◆ Work instruction
Below are lines of data; count those that contain "Jana" and give the total alone.

◆ Saved data entries
——————

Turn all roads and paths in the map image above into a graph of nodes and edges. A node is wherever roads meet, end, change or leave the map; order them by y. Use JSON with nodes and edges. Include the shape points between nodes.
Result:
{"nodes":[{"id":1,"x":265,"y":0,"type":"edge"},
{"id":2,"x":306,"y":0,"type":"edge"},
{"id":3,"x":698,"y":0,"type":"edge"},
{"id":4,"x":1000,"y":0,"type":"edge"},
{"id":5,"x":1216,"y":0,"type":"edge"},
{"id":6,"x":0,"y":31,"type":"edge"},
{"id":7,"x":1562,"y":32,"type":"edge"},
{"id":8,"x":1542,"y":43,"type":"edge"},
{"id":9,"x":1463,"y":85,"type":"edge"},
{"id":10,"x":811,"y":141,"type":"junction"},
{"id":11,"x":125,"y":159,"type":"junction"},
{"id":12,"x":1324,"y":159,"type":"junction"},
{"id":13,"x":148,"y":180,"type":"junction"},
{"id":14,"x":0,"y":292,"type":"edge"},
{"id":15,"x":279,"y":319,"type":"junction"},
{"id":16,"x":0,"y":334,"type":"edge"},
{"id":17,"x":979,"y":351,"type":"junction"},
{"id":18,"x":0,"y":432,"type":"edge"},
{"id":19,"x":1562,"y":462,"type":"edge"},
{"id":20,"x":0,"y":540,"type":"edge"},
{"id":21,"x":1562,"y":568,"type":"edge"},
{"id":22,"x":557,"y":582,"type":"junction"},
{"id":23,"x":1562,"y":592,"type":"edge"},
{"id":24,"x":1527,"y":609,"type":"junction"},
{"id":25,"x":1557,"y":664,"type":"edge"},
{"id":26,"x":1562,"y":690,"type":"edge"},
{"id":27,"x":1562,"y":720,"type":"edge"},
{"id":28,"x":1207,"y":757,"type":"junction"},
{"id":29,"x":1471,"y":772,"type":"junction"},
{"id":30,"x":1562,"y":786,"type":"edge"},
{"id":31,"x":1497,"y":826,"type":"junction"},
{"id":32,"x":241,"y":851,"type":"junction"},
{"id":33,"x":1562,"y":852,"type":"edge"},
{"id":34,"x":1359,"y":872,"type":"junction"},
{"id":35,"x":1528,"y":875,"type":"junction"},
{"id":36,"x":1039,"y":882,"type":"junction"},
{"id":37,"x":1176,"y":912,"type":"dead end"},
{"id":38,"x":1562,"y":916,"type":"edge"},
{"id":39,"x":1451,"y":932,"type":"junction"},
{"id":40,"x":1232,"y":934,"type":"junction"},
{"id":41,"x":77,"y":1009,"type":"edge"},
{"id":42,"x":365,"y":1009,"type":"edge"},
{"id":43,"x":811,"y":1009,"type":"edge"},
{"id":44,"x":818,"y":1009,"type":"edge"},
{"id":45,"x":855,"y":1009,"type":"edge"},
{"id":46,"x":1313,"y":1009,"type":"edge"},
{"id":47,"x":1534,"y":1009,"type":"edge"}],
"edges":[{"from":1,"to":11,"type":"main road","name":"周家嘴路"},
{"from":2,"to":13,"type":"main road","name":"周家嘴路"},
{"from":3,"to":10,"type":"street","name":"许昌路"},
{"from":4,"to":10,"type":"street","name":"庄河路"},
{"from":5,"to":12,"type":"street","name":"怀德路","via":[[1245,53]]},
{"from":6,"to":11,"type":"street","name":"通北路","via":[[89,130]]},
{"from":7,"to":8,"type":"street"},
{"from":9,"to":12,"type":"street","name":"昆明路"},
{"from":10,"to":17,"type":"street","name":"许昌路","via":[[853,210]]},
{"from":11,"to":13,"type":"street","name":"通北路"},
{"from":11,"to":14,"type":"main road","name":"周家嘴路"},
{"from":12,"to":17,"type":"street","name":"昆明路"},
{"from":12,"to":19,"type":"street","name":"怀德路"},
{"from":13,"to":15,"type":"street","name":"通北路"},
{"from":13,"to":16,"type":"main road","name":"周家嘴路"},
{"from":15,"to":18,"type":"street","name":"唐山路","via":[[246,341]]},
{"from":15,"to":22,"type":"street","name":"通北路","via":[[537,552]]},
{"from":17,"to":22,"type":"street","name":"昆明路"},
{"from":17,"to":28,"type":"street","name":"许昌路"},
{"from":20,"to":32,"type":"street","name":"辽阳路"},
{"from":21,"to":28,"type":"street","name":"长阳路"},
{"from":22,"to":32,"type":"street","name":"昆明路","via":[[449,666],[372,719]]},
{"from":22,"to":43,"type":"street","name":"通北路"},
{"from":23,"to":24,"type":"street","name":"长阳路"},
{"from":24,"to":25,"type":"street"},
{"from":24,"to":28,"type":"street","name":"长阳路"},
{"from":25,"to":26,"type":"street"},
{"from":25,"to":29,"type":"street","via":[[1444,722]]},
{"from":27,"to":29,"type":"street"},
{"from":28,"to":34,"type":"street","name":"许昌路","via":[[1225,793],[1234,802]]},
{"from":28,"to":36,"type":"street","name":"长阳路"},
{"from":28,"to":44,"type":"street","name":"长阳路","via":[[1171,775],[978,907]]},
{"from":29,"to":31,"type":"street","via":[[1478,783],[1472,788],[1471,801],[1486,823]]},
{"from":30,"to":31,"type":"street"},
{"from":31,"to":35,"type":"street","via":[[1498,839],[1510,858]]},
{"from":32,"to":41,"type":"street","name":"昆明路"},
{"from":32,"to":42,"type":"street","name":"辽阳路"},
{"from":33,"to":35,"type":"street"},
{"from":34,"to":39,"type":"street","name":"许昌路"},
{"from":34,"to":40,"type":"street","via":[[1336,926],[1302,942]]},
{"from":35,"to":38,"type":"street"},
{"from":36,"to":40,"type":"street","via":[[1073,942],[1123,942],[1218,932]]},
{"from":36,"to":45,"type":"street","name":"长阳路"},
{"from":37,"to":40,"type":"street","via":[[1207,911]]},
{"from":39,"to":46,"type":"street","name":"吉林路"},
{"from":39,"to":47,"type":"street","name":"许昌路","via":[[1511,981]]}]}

——————

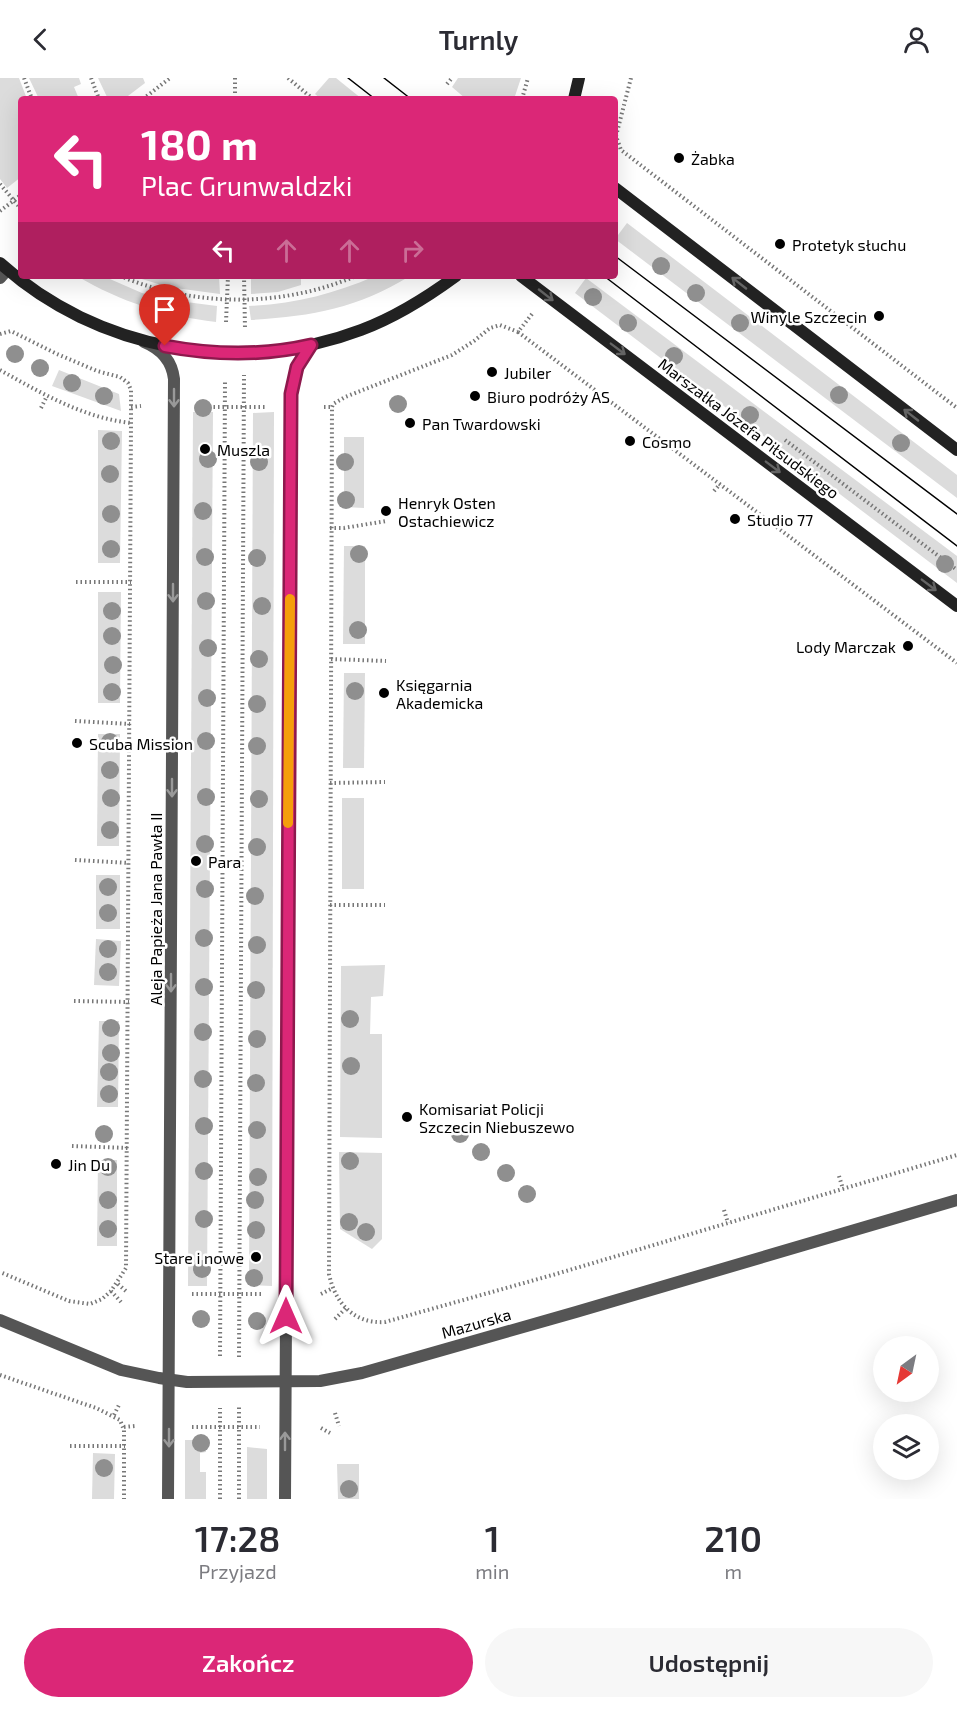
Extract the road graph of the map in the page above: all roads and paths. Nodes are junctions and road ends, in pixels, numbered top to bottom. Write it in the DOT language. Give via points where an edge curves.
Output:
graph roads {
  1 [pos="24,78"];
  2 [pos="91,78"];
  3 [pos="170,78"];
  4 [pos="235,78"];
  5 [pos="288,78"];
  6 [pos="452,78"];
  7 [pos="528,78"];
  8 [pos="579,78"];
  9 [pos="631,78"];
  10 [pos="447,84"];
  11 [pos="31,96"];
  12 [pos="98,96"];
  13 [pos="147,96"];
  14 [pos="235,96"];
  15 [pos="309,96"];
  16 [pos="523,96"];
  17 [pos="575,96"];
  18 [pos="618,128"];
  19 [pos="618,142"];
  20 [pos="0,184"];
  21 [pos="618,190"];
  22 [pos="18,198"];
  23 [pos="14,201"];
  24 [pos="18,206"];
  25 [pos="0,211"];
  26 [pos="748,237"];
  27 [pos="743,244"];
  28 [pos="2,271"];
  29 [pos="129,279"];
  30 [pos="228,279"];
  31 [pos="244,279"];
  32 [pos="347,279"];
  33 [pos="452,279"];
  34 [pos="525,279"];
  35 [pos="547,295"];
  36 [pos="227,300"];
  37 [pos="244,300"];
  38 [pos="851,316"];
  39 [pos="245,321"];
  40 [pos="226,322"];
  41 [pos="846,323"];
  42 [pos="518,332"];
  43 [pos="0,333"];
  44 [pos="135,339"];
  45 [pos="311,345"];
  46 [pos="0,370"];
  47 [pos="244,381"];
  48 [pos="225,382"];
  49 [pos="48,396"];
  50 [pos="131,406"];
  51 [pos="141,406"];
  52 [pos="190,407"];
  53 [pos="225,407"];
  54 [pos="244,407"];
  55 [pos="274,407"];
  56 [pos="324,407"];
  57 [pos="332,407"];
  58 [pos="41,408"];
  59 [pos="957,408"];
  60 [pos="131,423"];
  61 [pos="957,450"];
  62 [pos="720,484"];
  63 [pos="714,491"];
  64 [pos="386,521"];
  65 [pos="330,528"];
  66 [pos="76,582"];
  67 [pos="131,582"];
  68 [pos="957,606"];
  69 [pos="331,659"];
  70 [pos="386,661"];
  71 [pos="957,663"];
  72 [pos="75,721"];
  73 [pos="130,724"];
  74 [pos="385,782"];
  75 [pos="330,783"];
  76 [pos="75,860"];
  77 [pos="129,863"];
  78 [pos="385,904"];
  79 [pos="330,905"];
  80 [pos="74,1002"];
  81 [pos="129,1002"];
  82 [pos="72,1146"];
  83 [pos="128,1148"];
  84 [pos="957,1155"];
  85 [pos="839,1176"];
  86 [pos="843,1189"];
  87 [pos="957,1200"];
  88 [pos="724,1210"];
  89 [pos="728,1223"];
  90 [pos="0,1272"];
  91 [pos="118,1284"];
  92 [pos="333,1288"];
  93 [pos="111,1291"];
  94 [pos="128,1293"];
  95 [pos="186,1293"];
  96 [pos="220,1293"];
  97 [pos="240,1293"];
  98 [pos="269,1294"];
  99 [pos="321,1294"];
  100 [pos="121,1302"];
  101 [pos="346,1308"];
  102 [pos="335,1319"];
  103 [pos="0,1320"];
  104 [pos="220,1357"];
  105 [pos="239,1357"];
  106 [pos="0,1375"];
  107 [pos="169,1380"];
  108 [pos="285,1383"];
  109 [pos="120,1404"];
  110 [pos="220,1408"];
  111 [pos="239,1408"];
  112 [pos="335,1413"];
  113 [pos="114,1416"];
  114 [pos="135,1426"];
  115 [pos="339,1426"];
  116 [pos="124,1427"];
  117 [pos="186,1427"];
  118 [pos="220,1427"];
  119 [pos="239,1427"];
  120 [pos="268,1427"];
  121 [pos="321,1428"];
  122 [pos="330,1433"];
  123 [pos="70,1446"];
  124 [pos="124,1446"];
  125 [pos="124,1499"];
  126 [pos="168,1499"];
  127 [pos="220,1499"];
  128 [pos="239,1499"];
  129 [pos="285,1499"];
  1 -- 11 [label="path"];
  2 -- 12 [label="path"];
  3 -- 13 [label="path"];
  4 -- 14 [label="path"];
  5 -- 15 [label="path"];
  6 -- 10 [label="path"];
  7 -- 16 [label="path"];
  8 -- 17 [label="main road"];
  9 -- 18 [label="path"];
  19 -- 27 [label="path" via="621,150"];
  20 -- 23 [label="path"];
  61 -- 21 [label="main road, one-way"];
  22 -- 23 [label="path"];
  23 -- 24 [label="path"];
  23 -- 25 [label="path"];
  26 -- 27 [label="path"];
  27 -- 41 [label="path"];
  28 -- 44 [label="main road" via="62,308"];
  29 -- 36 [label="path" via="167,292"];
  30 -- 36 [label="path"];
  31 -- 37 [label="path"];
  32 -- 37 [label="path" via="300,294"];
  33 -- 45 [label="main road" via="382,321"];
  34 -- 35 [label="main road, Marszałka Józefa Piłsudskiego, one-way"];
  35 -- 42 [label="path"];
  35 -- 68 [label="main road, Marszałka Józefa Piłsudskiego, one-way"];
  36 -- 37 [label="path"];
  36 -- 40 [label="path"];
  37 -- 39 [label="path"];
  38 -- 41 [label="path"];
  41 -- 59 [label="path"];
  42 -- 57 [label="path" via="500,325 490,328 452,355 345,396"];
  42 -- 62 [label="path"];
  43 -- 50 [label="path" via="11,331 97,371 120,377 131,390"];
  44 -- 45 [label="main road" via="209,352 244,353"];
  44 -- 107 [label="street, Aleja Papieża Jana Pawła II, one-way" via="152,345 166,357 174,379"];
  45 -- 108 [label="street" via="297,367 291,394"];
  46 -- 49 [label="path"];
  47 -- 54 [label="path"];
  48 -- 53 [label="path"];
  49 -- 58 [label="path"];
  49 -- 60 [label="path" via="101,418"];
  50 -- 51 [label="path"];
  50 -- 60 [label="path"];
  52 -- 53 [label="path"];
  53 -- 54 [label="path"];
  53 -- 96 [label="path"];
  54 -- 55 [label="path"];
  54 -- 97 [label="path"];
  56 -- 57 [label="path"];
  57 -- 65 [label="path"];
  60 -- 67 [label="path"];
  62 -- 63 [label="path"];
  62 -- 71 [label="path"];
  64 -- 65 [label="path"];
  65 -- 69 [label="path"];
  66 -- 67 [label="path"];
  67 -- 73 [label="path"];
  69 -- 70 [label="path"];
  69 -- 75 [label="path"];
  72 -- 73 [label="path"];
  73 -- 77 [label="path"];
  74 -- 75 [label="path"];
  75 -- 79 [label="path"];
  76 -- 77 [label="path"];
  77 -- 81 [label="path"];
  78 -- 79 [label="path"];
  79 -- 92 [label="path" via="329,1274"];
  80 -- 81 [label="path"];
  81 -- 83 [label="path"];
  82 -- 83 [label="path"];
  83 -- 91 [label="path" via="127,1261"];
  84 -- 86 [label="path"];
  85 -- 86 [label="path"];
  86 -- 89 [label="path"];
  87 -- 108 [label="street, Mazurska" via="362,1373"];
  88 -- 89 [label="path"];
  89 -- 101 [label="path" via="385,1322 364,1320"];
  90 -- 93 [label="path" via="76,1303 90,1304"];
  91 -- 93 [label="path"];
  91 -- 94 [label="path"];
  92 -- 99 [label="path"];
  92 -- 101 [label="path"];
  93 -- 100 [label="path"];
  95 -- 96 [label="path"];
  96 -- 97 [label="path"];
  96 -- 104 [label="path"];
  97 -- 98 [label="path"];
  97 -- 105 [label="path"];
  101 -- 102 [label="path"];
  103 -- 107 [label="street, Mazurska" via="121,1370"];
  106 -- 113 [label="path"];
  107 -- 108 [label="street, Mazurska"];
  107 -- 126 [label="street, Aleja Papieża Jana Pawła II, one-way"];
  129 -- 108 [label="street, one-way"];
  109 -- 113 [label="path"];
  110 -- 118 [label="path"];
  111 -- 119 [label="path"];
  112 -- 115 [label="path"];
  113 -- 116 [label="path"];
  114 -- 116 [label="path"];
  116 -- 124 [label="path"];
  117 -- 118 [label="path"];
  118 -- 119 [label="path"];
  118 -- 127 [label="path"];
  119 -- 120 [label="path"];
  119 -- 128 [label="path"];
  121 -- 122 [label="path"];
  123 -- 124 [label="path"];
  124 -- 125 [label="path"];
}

——————

◆ Output below
2